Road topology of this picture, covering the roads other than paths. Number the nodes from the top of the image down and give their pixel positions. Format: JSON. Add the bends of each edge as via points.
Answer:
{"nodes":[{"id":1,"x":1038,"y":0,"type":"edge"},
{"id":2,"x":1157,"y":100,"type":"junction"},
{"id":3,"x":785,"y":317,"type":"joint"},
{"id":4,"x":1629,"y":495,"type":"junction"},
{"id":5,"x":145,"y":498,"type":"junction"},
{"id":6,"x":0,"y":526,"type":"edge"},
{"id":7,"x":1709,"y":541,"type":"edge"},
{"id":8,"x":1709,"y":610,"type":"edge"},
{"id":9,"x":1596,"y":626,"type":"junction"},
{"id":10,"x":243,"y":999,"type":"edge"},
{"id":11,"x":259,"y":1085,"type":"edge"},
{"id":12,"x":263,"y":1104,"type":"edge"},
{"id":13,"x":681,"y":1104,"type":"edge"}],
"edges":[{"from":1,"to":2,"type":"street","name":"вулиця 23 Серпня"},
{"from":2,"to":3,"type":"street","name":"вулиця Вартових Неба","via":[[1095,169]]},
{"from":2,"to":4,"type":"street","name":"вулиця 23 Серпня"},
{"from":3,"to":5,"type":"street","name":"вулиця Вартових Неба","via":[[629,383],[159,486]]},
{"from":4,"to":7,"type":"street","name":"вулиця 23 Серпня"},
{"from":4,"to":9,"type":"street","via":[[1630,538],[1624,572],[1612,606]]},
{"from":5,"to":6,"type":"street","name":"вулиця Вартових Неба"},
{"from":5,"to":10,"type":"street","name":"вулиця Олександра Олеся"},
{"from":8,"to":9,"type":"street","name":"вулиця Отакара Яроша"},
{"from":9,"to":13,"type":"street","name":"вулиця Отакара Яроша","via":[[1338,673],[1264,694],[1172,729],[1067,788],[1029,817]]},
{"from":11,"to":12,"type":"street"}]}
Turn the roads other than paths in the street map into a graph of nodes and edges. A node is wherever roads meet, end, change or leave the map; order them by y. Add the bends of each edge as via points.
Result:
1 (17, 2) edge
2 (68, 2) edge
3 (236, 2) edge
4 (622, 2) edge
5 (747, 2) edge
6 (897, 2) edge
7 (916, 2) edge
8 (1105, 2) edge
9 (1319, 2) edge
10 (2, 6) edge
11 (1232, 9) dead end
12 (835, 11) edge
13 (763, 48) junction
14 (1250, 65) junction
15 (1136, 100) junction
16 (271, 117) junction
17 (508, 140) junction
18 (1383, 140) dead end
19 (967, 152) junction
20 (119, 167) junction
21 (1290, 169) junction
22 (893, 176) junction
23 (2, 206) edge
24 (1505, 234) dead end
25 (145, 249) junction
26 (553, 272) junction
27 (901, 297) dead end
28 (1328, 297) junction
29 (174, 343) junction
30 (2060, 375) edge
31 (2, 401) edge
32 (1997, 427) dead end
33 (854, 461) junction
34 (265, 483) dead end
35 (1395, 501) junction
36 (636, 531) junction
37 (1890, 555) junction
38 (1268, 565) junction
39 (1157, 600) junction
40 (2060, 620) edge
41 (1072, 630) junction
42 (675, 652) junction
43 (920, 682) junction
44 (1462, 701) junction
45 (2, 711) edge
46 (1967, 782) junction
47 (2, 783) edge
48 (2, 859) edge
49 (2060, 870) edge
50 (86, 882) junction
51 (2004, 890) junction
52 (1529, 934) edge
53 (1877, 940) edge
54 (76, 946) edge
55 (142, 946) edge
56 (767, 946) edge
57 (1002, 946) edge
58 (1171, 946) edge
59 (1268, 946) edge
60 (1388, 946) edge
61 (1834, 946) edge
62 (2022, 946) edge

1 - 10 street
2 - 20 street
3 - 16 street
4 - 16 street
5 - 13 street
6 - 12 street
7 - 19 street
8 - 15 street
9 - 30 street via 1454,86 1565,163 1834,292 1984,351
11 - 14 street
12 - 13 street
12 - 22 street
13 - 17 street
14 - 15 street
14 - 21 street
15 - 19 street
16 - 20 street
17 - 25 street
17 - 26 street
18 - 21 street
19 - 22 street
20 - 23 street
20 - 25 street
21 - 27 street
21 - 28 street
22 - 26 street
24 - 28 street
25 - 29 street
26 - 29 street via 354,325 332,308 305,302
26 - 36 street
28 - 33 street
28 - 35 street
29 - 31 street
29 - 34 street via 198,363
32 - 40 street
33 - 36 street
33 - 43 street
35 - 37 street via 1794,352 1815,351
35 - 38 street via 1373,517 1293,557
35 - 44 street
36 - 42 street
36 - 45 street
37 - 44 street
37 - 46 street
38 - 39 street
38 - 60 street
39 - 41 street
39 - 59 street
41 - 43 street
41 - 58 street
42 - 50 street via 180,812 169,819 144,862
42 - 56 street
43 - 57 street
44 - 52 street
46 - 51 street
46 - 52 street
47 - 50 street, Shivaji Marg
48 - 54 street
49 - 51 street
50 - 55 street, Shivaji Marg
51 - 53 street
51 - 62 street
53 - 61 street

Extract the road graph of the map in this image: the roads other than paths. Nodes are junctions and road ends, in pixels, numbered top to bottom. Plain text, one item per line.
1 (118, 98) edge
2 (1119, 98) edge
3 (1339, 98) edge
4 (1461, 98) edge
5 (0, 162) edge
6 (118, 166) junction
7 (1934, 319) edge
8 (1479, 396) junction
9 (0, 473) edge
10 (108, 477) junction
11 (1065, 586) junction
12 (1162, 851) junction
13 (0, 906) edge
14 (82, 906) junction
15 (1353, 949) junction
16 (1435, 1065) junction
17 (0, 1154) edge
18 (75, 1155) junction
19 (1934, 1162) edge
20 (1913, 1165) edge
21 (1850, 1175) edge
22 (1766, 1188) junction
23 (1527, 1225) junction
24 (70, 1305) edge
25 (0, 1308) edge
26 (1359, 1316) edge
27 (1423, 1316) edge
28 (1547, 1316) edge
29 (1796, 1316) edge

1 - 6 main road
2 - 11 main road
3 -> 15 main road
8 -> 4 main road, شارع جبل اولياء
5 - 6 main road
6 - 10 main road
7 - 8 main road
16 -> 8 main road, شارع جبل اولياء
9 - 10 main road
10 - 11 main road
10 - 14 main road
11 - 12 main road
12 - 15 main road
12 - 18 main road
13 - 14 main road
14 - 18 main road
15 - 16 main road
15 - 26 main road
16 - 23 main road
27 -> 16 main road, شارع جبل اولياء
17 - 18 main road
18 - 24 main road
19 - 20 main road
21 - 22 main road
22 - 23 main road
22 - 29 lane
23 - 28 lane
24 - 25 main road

- - - - -

Try it
Restate the whole of the material exactly.

Solved exercise
Road topology of this picture, covering the roads other than paths. Number the nodes from the top of the image down and give their pixel positions. Format: JSON. Add the bends of each edge as via points.
Answer:
{"nodes":[{"id":1,"x":1038,"y":0,"type":"edge"},
{"id":2,"x":1157,"y":100,"type":"junction"},
{"id":3,"x":785,"y":317,"type":"joint"},
{"id":4,"x":1629,"y":495,"type":"junction"},
{"id":5,"x":145,"y":498,"type":"junction"},
{"id":6,"x":0,"y":526,"type":"edge"},
{"id":7,"x":1709,"y":541,"type":"edge"},
{"id":8,"x":1709,"y":610,"type":"edge"},
{"id":9,"x":1596,"y":626,"type":"junction"},
{"id":10,"x":243,"y":999,"type":"edge"},
{"id":11,"x":259,"y":1085,"type":"edge"},
{"id":12,"x":263,"y":1104,"type":"edge"},
{"id":13,"x":681,"y":1104,"type":"edge"}],
"edges":[{"from":1,"to":2,"type":"street","name":"вулиця 23 Серпня"},
{"from":2,"to":3,"type":"street","name":"вулиця Вартових Неба","via":[[1095,169]]},
{"from":2,"to":4,"type":"street","name":"вулиця 23 Серпня"},
{"from":3,"to":5,"type":"street","name":"вулиця Вартових Неба","via":[[629,383],[159,486]]},
{"from":4,"to":7,"type":"street","name":"вулиця 23 Серпня"},
{"from":4,"to":9,"type":"street","via":[[1630,538],[1624,572],[1612,606]]},
{"from":5,"to":6,"type":"street","name":"вулиця Вартових Неба"},
{"from":5,"to":10,"type":"street","name":"вулиця Олександра Олеся"},
{"from":8,"to":9,"type":"street","name":"вулиця Отакара Яроша"},
{"from":9,"to":13,"type":"street","name":"вулиця Отакара Яроша","via":[[1338,673],[1264,694],[1172,729],[1067,788],[1029,817]]},
{"from":11,"to":12,"type":"street"}]}
Turn the roads other than paths in the street map into a graph of nodes and edges. A node is wherever roads meet, end, change or leave the map; order them by y. Add the bends of each edge as via points.
Result:
1 (17, 2) edge
2 (68, 2) edge
3 (236, 2) edge
4 (622, 2) edge
5 (747, 2) edge
6 (897, 2) edge
7 (916, 2) edge
8 (1105, 2) edge
9 (1319, 2) edge
10 (2, 6) edge
11 (1232, 9) dead end
12 (835, 11) edge
13 (763, 48) junction
14 (1250, 65) junction
15 (1136, 100) junction
16 (271, 117) junction
17 (508, 140) junction
18 (1383, 140) dead end
19 (967, 152) junction
20 (119, 167) junction
21 (1290, 169) junction
22 (893, 176) junction
23 (2, 206) edge
24 (1505, 234) dead end
25 (145, 249) junction
26 (553, 272) junction
27 (901, 297) dead end
28 (1328, 297) junction
29 (174, 343) junction
30 (2060, 375) edge
31 (2, 401) edge
32 (1997, 427) dead end
33 (854, 461) junction
34 (265, 483) dead end
35 (1395, 501) junction
36 (636, 531) junction
37 (1890, 555) junction
38 (1268, 565) junction
39 (1157, 600) junction
40 (2060, 620) edge
41 (1072, 630) junction
42 (675, 652) junction
43 (920, 682) junction
44 (1462, 701) junction
45 (2, 711) edge
46 (1967, 782) junction
47 (2, 783) edge
48 (2, 859) edge
49 (2060, 870) edge
50 (86, 882) junction
51 (2004, 890) junction
52 (1529, 934) edge
53 (1877, 940) edge
54 (76, 946) edge
55 (142, 946) edge
56 (767, 946) edge
57 (1002, 946) edge
58 (1171, 946) edge
59 (1268, 946) edge
60 (1388, 946) edge
61 (1834, 946) edge
62 (2022, 946) edge

1 - 10 street
2 - 20 street
3 - 16 street
4 - 16 street
5 - 13 street
6 - 12 street
7 - 19 street
8 - 15 street
9 - 30 street via 1454,86 1565,163 1834,292 1984,351
11 - 14 street
12 - 13 street
12 - 22 street
13 - 17 street
14 - 15 street
14 - 21 street
15 - 19 street
16 - 20 street
17 - 25 street
17 - 26 street
18 - 21 street
19 - 22 street
20 - 23 street
20 - 25 street
21 - 27 street
21 - 28 street
22 - 26 street
24 - 28 street
25 - 29 street
26 - 29 street via 354,325 332,308 305,302
26 - 36 street
28 - 33 street
28 - 35 street
29 - 31 street
29 - 34 street via 198,363
32 - 40 street
33 - 36 street
33 - 43 street
35 - 37 street via 1794,352 1815,351
35 - 38 street via 1373,517 1293,557
35 - 44 street
36 - 42 street
36 - 45 street
37 - 44 street
37 - 46 street
38 - 39 street
38 - 60 street
39 - 41 street
39 - 59 street
41 - 43 street
41 - 58 street
42 - 50 street via 180,812 169,819 144,862
42 - 56 street
43 - 57 street
44 - 52 street
46 - 51 street
46 - 52 street
47 - 50 street, Shivaji Marg
48 - 54 street
49 - 51 street
50 - 55 street, Shivaji Marg
51 - 53 street
51 - 62 street
53 - 61 street

Extract the road graph of the map in this image: the roads other than paths. Nodes are junctions and road ends, in pixels, numbered top to bottom. Plain text, one item per line.
1 (118, 98) edge
2 (1119, 98) edge
3 (1339, 98) edge
4 (1461, 98) edge
5 (0, 162) edge
6 (118, 166) junction
7 (1934, 319) edge
8 (1479, 396) junction
9 (0, 473) edge
10 (108, 477) junction
11 (1065, 586) junction
12 (1162, 851) junction
13 (0, 906) edge
14 (82, 906) junction
15 (1353, 949) junction
16 (1435, 1065) junction
17 (0, 1154) edge
18 (75, 1155) junction
19 (1934, 1162) edge
20 (1913, 1165) edge
21 (1850, 1175) edge
22 (1766, 1188) junction
23 (1527, 1225) junction
24 (70, 1305) edge
25 (0, 1308) edge
26 (1359, 1316) edge
27 (1423, 1316) edge
28 (1547, 1316) edge
29 (1796, 1316) edge

1 - 6 main road
2 - 11 main road
3 -> 15 main road
8 -> 4 main road, شارع جبل اولياء
5 - 6 main road
6 - 10 main road
7 - 8 main road
16 -> 8 main road, شارع جبل اولياء
9 - 10 main road
10 - 11 main road
10 - 14 main road
11 - 12 main road
12 - 15 main road
12 - 18 main road
13 - 14 main road
14 - 18 main road
15 - 16 main road
15 - 26 main road
16 - 23 main road
27 -> 16 main road, شارع جبل اولياء
17 - 18 main road
18 - 24 main road
19 - 20 main road
21 - 22 main road
22 - 23 main road
22 - 29 lane
23 - 28 lane
24 - 25 main road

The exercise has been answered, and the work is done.